**Required action:** From the entries below, determine the number of lines that contain "کالج". Give that number by itself.

[Data excerpts]
--

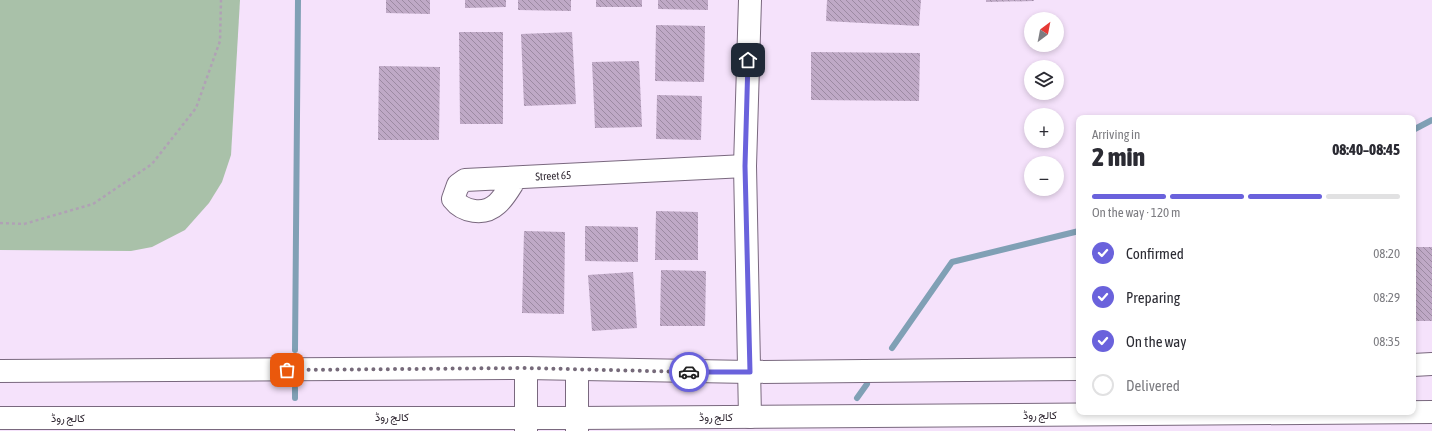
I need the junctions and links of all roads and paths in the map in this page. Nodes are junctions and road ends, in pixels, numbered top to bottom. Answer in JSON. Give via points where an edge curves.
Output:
{"nodes":[{"id":1,"x":221,"y":0,"type":"edge"},
{"id":2,"x":750,"y":0,"type":"edge"},
{"id":3,"x":745,"y":166,"type":"junction"},
{"id":4,"x":514,"y":181,"type":"dead end"},
{"id":5,"x":0,"y":223,"type":"edge"},
{"id":6,"x":1432,"y":364,"type":"edge"},
{"id":7,"x":1416,"y":365,"type":"edge"},
{"id":8,"x":526,"y":368,"type":"junction"},
{"id":9,"x":1076,"y":368,"type":"edge"},
{"id":10,"x":577,"y":370,"type":"junction"},
{"id":11,"x":0,"y":371,"type":"edge"},
{"id":12,"x":750,"y":372,"type":"junction"},
{"id":13,"x":1416,"y":412,"type":"edge"},
{"id":14,"x":1432,"y":412,"type":"edge"},
{"id":15,"x":1076,"y":415,"type":"edge"},
{"id":16,"x":750,"y":417,"type":"junction"},
{"id":17,"x":0,"y":418,"type":"edge"},
{"id":18,"x":526,"y":424,"type":"edge"},
{"id":19,"x":577,"y":424,"type":"edge"}],
"edges":[{"from":1,"to":5,"type":"path","via":[[220,41],[196,108],[152,164],[93,204],[24,224]]},
{"from":2,"to":3,"type":"street"},
{"from":3,"to":4,"type":"street","name":"Street 65","via":[[465,180],[454,191],[453,199],[466,211],[481,211],[496,205]]},
{"from":3,"to":12,"type":"street"},
{"from":6,"to":7,"type":"street"},
{"from":8,"to":10,"type":"street"},
{"from":8,"to":11,"type":"street"},
{"from":8,"to":18,"type":"street"},
{"from":9,"to":12,"type":"street"},
{"from":10,"to":12,"type":"street"},
{"from":10,"to":19,"type":"street"},
{"from":12,"to":16,"type":"street"},
{"from":13,"to":14,"type":"street","name":"کالج روڈ"},
{"from":15,"to":16,"type":"street","name":"کالج روڈ"},
{"from":16,"to":19,"type":"street","name":"کالج روڈ"},
{"from":17,"to":18,"type":"street","name":"کالج روڈ"},
{"from":18,"to":19,"type":"street","name":"کالج روڈ"}]}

--

**Response to the exercise:** 5